Wenn ich und du und wir alle nichts weiter wären, als Teil eines größeren, unsichtbaren Gebildes?
Zum Beispiel: So eines Menschdingsies, bekannt als Menschheit.
Die Supermarktkassiererin wäre, z.B., eine Zelle im Hirn.
Mein Sachbearbeiter im Finanzamt eine Mitochondrie im Herzmuskel.
Die schöne Blonde im Café: ein Golgi-Apparat im Haar.
Ich ein Dendrit in der Zunge.
(Und der stadtbekannte Säufer eine Synapse in der Leber).
?
Bestünde dann nicht unsere individuelle Aufgabe darin, zu erkennen, was unser Zweck wäre in diesem unsichtbaren Ganzen?
Und diesen vollumfänglich und ohne Frage zu umarmen?
Somit das Leid, dass dieses scheinbare Getrenntsein vom Großen Ganzen erzeugt, zu lindern?

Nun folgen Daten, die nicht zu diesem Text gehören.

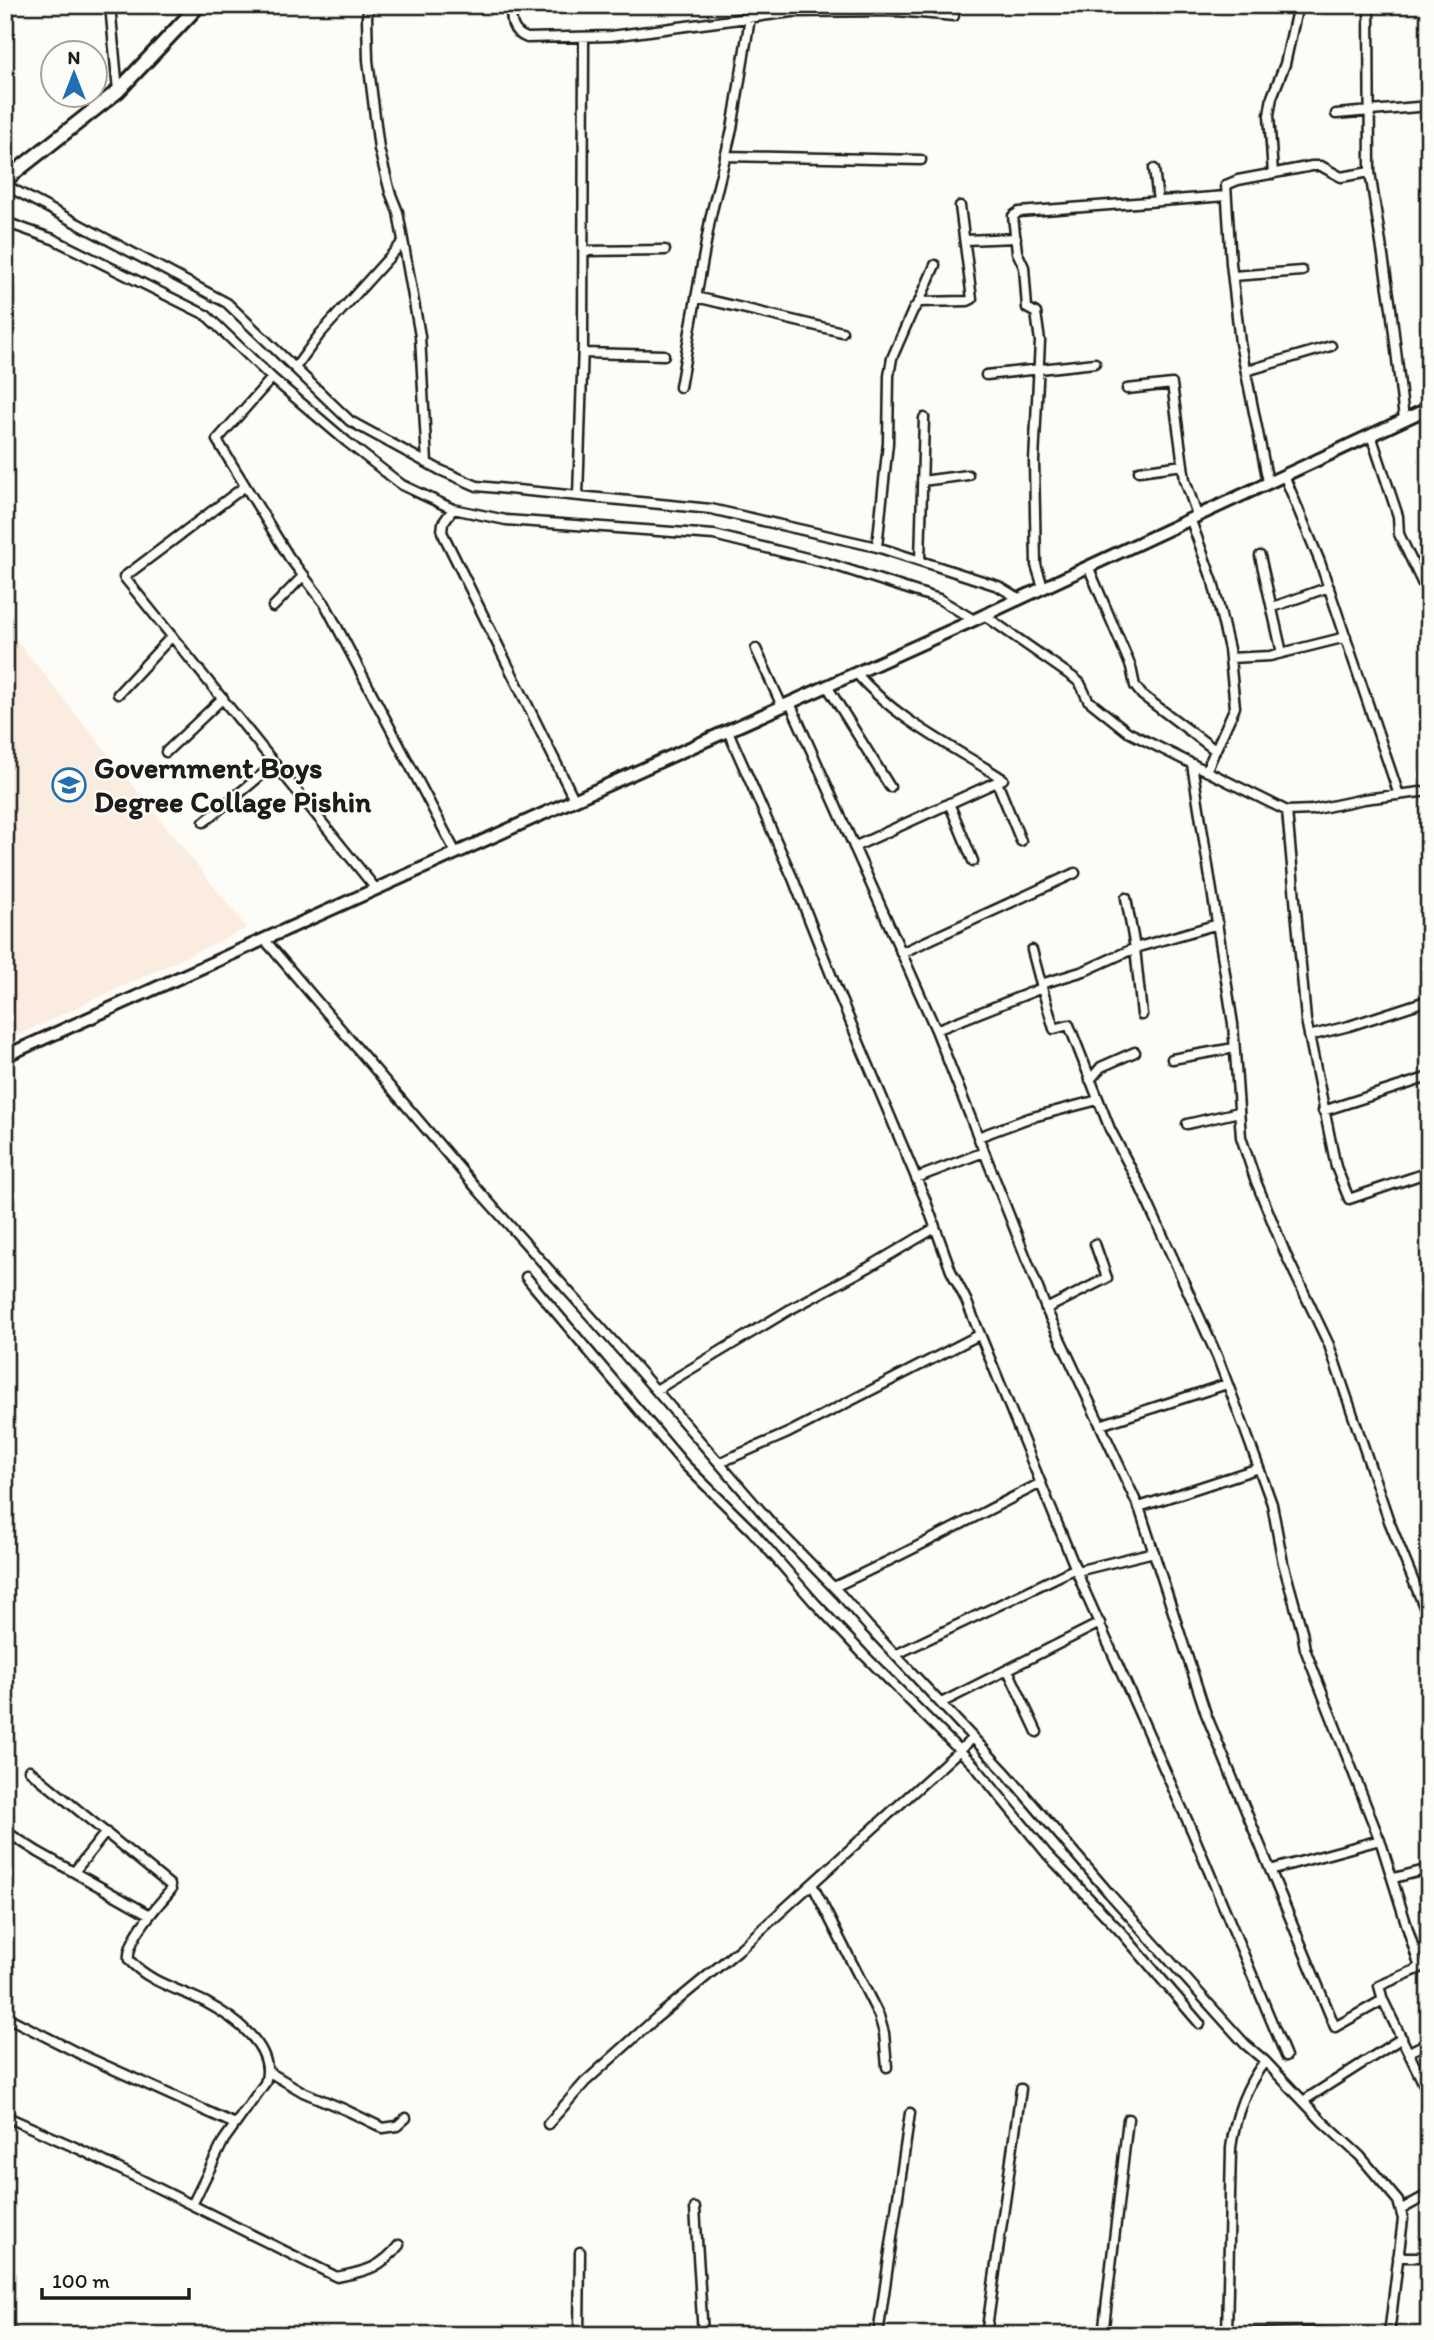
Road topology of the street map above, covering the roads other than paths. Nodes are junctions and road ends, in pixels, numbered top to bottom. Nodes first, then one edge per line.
1 (110, 5) edge
2 (199, 5) edge
3 (369, 5) edge
4 (511, 5) edge
5 (1298, 5) edge
6 (1369, 5) edge
7 (954, 16) dead end
8 (750, 18) junction
9 (584, 37) junction
10 (118, 91) junction
11 (1429, 106) edge
12 (1369, 110) junction
13 (1336, 114) dead end
14 (725, 156) junction
15 (921, 160) dead end
16 (1154, 169) dead end
17 (1370, 172) junction
18 (1273, 173) junction
19 (8, 175) edge
20 (5, 186) edge
21 (1226, 196) junction
22 (1158, 201) junction
23 (960, 206) dead end
24 (5, 222) edge
25 (1016, 238) junction
26 (965, 240) junction
27 (403, 242) junction
28 (665, 250) dead end
29 (584, 251) junction
30 (935, 265) dead end
31 (1303, 271) dead end
32 (1233, 276) junction
33 (696, 297) junction
34 (919, 302) junction
35 (842, 331) dead end
36 (1331, 346) dead end
37 (583, 354) junction
38 (664, 355) dead end
39 (1095, 363) dead end
40 (295, 368) junction
41 (1039, 369) junction
42 (1246, 371) junction
43 (986, 375) dead end
44 (272, 378) junction
45 (680, 387) dead end
46 (1127, 389) dead end
47 (1429, 408) edge
48 (924, 418) dead end
49 (1404, 419) junction
50 (1371, 435) junction
51 (427, 463) junction
52 (1183, 465) junction
53 (1139, 471) dead end
54 (968, 475) dead end
55 (1284, 475) junction
56 (922, 481) junction
57 (1268, 482) junction
58 (244, 487) junction
59 (578, 496) junction
60 (453, 509) junction
61 (1194, 517) junction
62 (877, 547) junction
63 (1260, 556) dead end
64 (920, 561) junction
65 (1088, 566) junction
66 (304, 575) junction
67 (1043, 587) junction
68 (1329, 587) junction
69 (1429, 597) edge
70 (1018, 598) junction
71 (273, 607) dead end
72 (1273, 607) junction
73 (979, 618) junction
74 (172, 636) junction
75 (1346, 637) junction
76 (756, 649) dead end
77 (1282, 653) junction
78 (1230, 658) junction
79 (856, 673) junction
80 (827, 686) junction
81 (118, 694) dead end
82 (223, 698) junction
83 (786, 705) junction
84 (728, 730) junction
85 (166, 752) dead end
86 (1214, 753) junction
87 (275, 764) junction
88 (1192, 764) junction
89 (1207, 769) junction
90 (997, 782) junction
91 (890, 786) dead end
92 (1429, 791) edge
93 (1399, 795) junction
94 (574, 799) junction
95 (949, 803) junction
96 (1287, 811) junction
97 (204, 822) dead end
98 (1021, 841) dead end
99 (854, 847) junction
100 (456, 853) junction
101 (973, 860) dead end
102 (1075, 873) dead end
103 (376, 888) junction
104 (1126, 898) dead end
105 (1218, 924) junction
106 (264, 939) junction
107 (1135, 948) junction
108 (1032, 950) dead end
109 (901, 953) junction
110 (1041, 986) junction
111 (1429, 1000) edge
112 (1142, 1015) dead end
113 (936, 1030) junction
114 (1309, 1036) junction
115 (1234, 1048) junction
116 (1135, 1052) dead end
117 (5, 1056) edge
118 (1172, 1059) dead end
119 (1429, 1077) edge
120 (1090, 1080) junction
121 (1098, 1100) junction
122 (1323, 1111) junction
123 (1238, 1112) junction
124 (1187, 1124) dead end
125 (978, 1137) junction
126 (984, 1152) junction
127 (1429, 1172) edge
128 (916, 1178) junction
129 (935, 1228) junction
130 (1095, 1244) dead end
131 (526, 1277) dead end
132 (1046, 1308) junction
133 (979, 1335) junction
134 (1227, 1384) junction
135 (656, 1390) junction
136 (1100, 1425) junction
137 (719, 1463) junction
138 (1259, 1468) junction
139 (1041, 1483) junction
140 (1139, 1507) junction
141 (1154, 1552) junction
142 (1076, 1569) junction
143 (834, 1587) junction
144 (1429, 1619) edge
145 (1100, 1623) junction
146 (895, 1655) junction
147 (1008, 1670) junction
148 (940, 1703) junction
149 (1037, 1732) dead end
150 (973, 1738) junction
151 (959, 1752) junction
152 (29, 1770) dead end
153 (5, 1831) edge
154 (106, 1832) junction
155 (1380, 1840) junction
156 (1429, 1869) edge
157 (1270, 1870) junction
158 (74, 1872) junction
159 (1394, 1878) junction
160 (812, 1884) junction
161 (150, 1915) junction
162 (1429, 1944) edge
163 (1416, 1953) junction
164 (1384, 2000) junction
165 (5, 2016) edge
166 (1200, 2024) dead end
167 (1402, 2038) junction
168 (1429, 2042) edge
169 (1409, 2052) junction
170 (1286, 2056) dead end
171 (1265, 2061) junction
172 (887, 2067) dead end
173 (269, 2072) junction
174 (1021, 2089) dead end
175 (1429, 2095) edge
176 (1303, 2101) junction
177 (911, 2113) dead end
178 (5, 2116) edge
179 (406, 2118) dead end
180 (1128, 2119) dead end
181 (235, 2124) junction
182 (548, 2124) dead end
183 (1429, 2194) edge
184 (192, 2205) junction
185 (695, 2208) dead end
186 (1402, 2209) junction
187 (399, 2245) dead end
188 (580, 2252) dead end
189 (1429, 2256) edge
190 (1398, 2257) junction
191 (5, 2330) edge
192 (1227, 2334) edge
193 (17, 2335) edge
194 (579, 2335) edge
195 (703, 2335) edge
196 (878, 2335) edge
197 (986, 2335) edge
198 (1103, 2335) edge
199 (1184, 2335) edge
200 (1333, 2335) edge
201 (1389, 2335) edge

1 - 10 street
2 - 10 main road
3 - 27 street
4 - 9 street
5 - 18 street
6 - 12 street
7 - 8 street
8 - 9 street
8 - 14 street
9 - 29 street
10 - 19 main road
11 - 12 street
12 - 13 street
12 - 17 street
14 - 15 street
14 - 33 street
16 - 22 street
17 - 18 street
17 - 49 street
18 - 21 street
20 - 40 street
21 - 22 street
21 - 32 street
22 - 25 street
23 - 26 street
24 - 44 street
25 - 26 street
25 - 41 street
26 - 34 street
27 - 40 street
27 - 51 street
28 - 29 street
29 - 37 street
30 - 34 street
31 - 32 street
32 - 42 street
33 - 35 street
33 - 45 street
34 - 62 street
36 - 42 street
37 - 38 street
37 - 59 street
39 - 41 street
40 - 51 street
41 - 43 street
41 - 67 street
42 - 57 street
44 - 58 street
44 - 60 street
46 - 52 street
47 - 49 main road
48 - 56 street
49 - 50 main road
50 - 55 main road
50 - 69 street
51 - 59 street
52 - 53 street
52 - 61 street
54 - 56 street
55 - 57 main road
55 - 68 street
56 - 64 street
57 - 61 main road
58 - 66 street
58 - 74 street
59 - 62 street
60 - 73 street
60 - 94 street
61 - 65 main road
61 - 78 street
62 - 64 street
63 - 72 street
64 - 70 street
65 - 67 main road
65 - 86 street
66 - 71 street
66 - 100 street
67 - 70 main road
68 - 72 street
68 - 75 street
70 - 73 main road
72 - 77 street
73 - 79 main road
73 - 88 street
74 - 81 street
74 - 82 street
75 - 77 street
75 - 93 street
76 - 83 street
77 - 78 street
78 - 86 street
79 - 80 main road
79 - 90 street
80 - 83 main road
80 - 91 street
82 - 85 street
82 - 87 street
83 - 84 main road
83 - 99 street
84 - 94 main road
84 - 128 street
86 - 89 street
87 - 97 street
87 - 103 street
88 - 89 street
88 - 105 street
89 - 96 street
90 - 95 street
90 - 98 street
92 - 93 street
93 - 96 street
94 - 100 main road
95 - 99 street
95 - 101 street
96 - 114 street
99 - 109 street
100 - 103 main road
102 - 109 street
103 - 106 main road
104 - 107 street
105 - 107 street
105 - 115 street
106 - 117 main road
106 - 135 street
107 - 110 street
107 - 112 street
108 - 110 street
109 - 113 street
110 - 113 street
110 - 120 street
111 - 114 street
113 - 125 street
114 - 122 street
115 - 118 street
115 - 123 street
116 - 120 street
119 - 122 street
120 - 121 street
121 - 125 street
121 - 134 street
122 - 127 street
123 - 124 street
123 - 144 street
125 - 126 street
126 - 128 street
126 - 132 street
128 - 129 street
129 - 133 street
129 - 135 street
130 - 132 street
131 - 151 street
132 - 136 street
133 - 137 street
133 - 139 street
134 - 136 street
134 - 138 street
135 - 137 street
136 - 140 street
137 - 143 street
138 - 140 street
138 - 155 street
139 - 142 street
139 - 143 street
140 - 141 street
141 - 142 street
141 - 157 street
142 - 145 street
142 - 146 street
143 - 146 street
145 - 147 street
145 - 170 street
146 - 148 street
147 - 148 street
147 - 149 street
148 - 150 street
150 - 151 street
150 - 171 street
151 - 160 street
151 - 166 street
152 - 154 street
153 - 158 street
154 - 158 street
154 - 161 street
155 - 157 street
155 - 159 street
156 - 159 street
157 - 164 street
158 - 161 street
159 - 163 street
160 - 172 street
160 - 182 street
161 - 173 street
162 - 163 street
163 - 164 street
164 - 167 street
165 - 181 street
167 - 169 street
167 - 176 street
168 - 169 street
169 - 175 street
171 - 176 street
171 - 192 street
173 - 179 street
173 - 181 street
174 - 197 street
176 - 186 street
177 - 196 street
178 - 184 street
180 - 198 street
181 - 184 street
183 - 186 street
184 - 187 street
185 - 195 street
186 - 190 street
188 - 194 street
189 - 190 street
190 - 201 street
191 - 193 street
192 - 199 street
192 - 200 street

Und uns, gleich einer Biene, demütig unserer jeweils spezifischen Aufgabe zu stellen?
Dazu müssten wir nur herausfinden: Was mach ich hier? Was ist mein Job?
Und diesen dann ohne Brainpain zu erfüllen?
Ich setzte den Kopfhörer ab, stieg aufs Rad und erkannte:
Das haben schon andere vor mir gedacht.
Kann nicht so falsch sein.
Ein frecher Spatz kreuzte meinen Weg, dicht an meinem Gesicht vorbei.
Er nahm mir den letzten Zweifel.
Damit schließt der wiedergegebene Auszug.